The Bargaining power of buyers

The buyers are the passengers, for either business or leisure purposes. In the aviation market, the bargaining power of buyers is quite low. The power that airline customers have varies based on the options available to them and the origin-destination city pair. Even though there are high costs involved with switching airplanes, there is not much ability to compete on service. For instance, the seat in one airline is probably not more comfortable than another, unless a potential buyer is analyzing a luxury liner.

Other macro environmental trends are the weather, which is variable and unpredictable, and may shut down airports and cancel flights; and airport capacities. Hence, there are pockets where some airlines have pricing power. In this case, the overall airline industry is characterized by significant buyer power stemming from the intense price competition among airlines (Sundaresa, 2009). Since the concentration and size of the buyers in the airlines industry is relatively lower than the number of suppliers it is not difficult to observe that buyers are more aware of the price, product, and services and discounts available at their disposal.

The bargaining Power of Supplier

The three major inputs for the airline industry are airplanes, labor and fuel. In terms of suppliers of commercial airplanes there are three major Air Bus, Boeing and McDonnell Douglas, it seems like this few suppliers will have great power in the industry but instead they compete between themselves developing technology, capacity of passengers, mechanics training and giving solutions to improve cost effective exploitation of airplanes between others.

The second input is labor such as pilots, mechanics, ground personnel and flight attendants , in general they are unionized playing a critical role in the industry. According to IATA “About half of all workers in the air transportation industry are unionized, 49.3% of workers being union members and 51.6% being covered by collective bargaining agreements in 2006” ( The fuel is an important variable due to the price and its volatility but the market has many suppliers that compete to sell large volumes of fuel but they do not control the price because it is an external factor. (Hirsch, 2007)

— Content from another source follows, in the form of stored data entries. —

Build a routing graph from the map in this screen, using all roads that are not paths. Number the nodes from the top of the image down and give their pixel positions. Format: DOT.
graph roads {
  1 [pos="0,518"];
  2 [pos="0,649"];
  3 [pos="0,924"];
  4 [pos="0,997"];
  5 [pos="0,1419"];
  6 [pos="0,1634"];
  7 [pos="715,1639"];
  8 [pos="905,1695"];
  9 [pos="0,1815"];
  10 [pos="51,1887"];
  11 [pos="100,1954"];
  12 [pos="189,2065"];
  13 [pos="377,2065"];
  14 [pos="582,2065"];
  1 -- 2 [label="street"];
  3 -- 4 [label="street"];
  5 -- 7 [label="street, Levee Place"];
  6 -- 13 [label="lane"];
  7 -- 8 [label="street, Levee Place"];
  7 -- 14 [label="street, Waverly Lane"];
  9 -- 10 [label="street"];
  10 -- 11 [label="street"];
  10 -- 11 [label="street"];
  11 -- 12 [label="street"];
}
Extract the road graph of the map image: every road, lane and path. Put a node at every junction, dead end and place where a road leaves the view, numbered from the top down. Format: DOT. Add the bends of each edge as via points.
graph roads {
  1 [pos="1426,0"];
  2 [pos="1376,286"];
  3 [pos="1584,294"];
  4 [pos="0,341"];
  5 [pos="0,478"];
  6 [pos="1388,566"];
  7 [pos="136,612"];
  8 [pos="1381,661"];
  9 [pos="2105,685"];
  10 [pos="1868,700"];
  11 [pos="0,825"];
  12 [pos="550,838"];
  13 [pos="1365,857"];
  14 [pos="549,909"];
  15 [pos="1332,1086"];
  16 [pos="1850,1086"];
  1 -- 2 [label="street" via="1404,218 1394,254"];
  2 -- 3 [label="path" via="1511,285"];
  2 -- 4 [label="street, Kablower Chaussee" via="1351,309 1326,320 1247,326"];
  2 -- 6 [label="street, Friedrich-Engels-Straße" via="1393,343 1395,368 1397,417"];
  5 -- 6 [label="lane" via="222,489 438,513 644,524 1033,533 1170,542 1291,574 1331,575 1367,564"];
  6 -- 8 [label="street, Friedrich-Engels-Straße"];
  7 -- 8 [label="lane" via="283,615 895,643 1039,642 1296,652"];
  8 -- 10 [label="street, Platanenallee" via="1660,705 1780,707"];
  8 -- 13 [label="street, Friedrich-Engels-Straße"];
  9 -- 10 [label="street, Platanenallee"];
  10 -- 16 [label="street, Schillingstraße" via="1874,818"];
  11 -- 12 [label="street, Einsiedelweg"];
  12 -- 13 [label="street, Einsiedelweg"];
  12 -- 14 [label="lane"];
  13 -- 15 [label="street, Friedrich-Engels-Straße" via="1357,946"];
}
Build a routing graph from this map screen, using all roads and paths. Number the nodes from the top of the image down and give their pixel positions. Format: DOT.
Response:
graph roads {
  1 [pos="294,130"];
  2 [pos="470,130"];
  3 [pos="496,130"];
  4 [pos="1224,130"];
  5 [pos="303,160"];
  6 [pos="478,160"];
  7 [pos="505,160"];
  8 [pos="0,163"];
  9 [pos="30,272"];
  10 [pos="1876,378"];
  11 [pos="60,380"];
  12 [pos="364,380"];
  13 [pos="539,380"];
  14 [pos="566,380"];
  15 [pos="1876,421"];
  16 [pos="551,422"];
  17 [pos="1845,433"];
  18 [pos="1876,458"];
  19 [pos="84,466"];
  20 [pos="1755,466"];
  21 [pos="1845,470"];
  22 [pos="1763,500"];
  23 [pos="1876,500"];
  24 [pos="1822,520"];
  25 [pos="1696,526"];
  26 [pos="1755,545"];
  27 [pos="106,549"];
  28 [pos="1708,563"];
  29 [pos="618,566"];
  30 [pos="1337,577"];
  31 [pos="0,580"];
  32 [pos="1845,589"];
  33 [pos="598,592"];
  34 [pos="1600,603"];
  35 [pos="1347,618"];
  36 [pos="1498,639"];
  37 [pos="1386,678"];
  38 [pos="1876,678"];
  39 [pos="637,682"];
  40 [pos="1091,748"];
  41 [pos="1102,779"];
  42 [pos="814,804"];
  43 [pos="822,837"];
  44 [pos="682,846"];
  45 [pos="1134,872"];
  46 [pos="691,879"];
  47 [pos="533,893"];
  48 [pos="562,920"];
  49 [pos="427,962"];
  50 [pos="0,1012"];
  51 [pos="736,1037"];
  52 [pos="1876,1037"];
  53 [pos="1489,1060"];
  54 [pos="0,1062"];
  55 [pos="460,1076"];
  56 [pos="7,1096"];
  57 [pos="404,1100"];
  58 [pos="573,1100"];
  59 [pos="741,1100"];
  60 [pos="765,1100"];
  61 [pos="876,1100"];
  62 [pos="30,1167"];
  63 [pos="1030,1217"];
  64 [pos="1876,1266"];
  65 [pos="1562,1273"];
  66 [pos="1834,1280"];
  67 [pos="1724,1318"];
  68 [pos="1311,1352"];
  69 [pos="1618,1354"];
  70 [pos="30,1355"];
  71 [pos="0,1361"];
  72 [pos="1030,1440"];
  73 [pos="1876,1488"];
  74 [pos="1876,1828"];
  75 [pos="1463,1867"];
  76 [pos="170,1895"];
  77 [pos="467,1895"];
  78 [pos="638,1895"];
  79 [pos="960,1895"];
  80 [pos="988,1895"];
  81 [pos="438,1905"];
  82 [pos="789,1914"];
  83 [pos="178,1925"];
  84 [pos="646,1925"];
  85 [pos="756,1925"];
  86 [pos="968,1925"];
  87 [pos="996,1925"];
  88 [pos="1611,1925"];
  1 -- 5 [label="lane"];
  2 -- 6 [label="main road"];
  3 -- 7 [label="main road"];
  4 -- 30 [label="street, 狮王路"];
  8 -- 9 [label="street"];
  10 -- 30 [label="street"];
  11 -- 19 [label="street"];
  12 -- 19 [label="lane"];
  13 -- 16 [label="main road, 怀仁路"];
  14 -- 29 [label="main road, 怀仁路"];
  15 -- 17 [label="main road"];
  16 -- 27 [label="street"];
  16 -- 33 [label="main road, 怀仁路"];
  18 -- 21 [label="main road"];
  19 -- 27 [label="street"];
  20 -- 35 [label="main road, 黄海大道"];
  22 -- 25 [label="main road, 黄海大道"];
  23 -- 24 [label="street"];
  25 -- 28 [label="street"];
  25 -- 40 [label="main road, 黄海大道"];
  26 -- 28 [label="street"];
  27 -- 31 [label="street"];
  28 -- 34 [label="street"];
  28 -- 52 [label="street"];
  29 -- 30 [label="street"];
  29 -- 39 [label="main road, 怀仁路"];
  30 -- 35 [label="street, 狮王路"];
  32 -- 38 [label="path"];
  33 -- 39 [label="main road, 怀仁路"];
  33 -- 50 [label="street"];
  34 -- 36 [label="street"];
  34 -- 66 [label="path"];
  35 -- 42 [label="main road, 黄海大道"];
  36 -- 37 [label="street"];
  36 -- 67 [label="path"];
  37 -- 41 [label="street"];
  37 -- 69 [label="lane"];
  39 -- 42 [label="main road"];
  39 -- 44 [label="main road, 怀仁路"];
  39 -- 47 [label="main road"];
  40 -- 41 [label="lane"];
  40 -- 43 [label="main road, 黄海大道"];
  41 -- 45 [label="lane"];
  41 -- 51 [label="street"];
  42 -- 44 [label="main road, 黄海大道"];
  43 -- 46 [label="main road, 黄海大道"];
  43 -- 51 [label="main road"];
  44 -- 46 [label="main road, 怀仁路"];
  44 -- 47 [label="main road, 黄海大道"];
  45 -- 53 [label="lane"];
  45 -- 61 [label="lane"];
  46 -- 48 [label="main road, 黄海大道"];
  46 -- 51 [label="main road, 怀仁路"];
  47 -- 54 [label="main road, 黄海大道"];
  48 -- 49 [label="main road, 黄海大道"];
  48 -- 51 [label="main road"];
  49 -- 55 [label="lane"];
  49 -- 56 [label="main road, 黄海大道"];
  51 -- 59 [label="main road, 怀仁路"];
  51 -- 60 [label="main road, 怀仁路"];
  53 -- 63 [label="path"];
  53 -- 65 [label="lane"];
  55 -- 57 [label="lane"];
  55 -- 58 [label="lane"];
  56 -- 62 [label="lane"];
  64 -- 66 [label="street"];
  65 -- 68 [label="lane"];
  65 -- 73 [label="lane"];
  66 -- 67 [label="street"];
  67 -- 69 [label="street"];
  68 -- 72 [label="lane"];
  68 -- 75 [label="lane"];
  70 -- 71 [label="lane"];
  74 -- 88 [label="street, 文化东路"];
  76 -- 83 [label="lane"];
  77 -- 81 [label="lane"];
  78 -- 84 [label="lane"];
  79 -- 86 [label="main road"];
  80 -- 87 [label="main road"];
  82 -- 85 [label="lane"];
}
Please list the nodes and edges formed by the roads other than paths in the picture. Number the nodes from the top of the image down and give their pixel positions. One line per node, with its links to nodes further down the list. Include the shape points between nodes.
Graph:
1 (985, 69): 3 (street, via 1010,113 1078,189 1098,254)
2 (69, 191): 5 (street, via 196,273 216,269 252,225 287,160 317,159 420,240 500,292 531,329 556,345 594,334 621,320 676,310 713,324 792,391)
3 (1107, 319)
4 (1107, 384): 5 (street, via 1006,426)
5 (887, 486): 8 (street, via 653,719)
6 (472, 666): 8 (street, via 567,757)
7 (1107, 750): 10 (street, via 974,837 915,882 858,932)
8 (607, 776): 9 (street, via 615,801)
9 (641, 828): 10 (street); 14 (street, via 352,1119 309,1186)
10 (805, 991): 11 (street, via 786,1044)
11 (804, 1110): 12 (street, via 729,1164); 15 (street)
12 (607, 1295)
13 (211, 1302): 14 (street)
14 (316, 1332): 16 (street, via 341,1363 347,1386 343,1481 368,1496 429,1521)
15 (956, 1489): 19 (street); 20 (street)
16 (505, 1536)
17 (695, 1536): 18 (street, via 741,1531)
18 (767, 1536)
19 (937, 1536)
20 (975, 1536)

The growth in the airlines industry shows no signs of slowing. The recent industry-wide shakedown will have far-reaching effects on the industry’s trend towards expanding domestic and international services. Despite the events of security breaches, wars and the economy, the demand for air flight is expected to continue increasing. The airlines continue to compete among themselves with pricing and offering complementary goods such hospitality, policies, car rental, hotels and tourist packages as the opportunity to improve their sales. The industry’s challenges for the 21st century are the rising costs of fuel, labor, maintenance and security, the impact of technology, such as telecommunication and video conferencing, as well as bankruptcies and shutdowns. However, the overall perspective of demand has been consistently increasing. Growth rates are not consistent in all regions, but countries with a deregulated airline industry have more competition and greater pricing freedom.

This results in lower fares and sometimes dramatic spurts in traffic growth. Moreover, in the aviation market, consolidation is a trend. Airline groupings may consist of limited bilateral partnerships, long-term, multi-faceted alliances between carriers, equity arrangements, mergers, or takeovers. In summary, the perspectives for the airline industry are bright and it also holds many challenges. Macro-external environment may directly affect is profitability and operation. Low cost airlines have radically altered the nature of competition within the industry. For low cost, the airlines companies should continue maintaining the existing business model by reducing the cost to improve their product. Turning a profit in a competitive industry with high fixed costs isn’t about gouging consumers on baggage fees. Rather, it’s about paying careful attention to numerous behind-the-scenes expenses, and looking for opportunities to charge passengers for optional extras while keeping ticket prices low.